Once you have read the listing, print all of it word for word.
.....
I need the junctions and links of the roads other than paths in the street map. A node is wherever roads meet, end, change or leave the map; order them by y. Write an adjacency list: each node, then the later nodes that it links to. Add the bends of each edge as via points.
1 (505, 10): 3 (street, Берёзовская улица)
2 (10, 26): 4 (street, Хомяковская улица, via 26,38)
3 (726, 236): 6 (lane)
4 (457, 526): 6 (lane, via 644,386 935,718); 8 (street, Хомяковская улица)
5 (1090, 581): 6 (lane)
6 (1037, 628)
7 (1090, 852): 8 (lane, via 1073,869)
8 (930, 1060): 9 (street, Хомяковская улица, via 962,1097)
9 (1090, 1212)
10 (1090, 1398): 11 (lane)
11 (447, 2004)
.....
## Response to this exercise
I need the junctions and links of the roads other than paths in the street map. A node is wherever roads meet, end, change or leave the map; order them by y. Write an adjacency list: each node, then the later nodes that it links to. Add the bends of each edge as via points.
1 (505, 10): 3 (street, Берёзовская улица)
2 (10, 26): 4 (street, Хомяковская улица, via 26,38)
3 (726, 236): 6 (lane)
4 (457, 526): 6 (lane, via 644,386 935,718); 8 (street, Хомяковская улица)
5 (1090, 581): 6 (lane)
6 (1037, 628)
7 (1090, 852): 8 (lane, via 1073,869)
8 (930, 1060): 9 (street, Хомяковская улица, via 962,1097)
9 (1090, 1212)
10 (1090, 1398): 11 (lane)
11 (447, 2004)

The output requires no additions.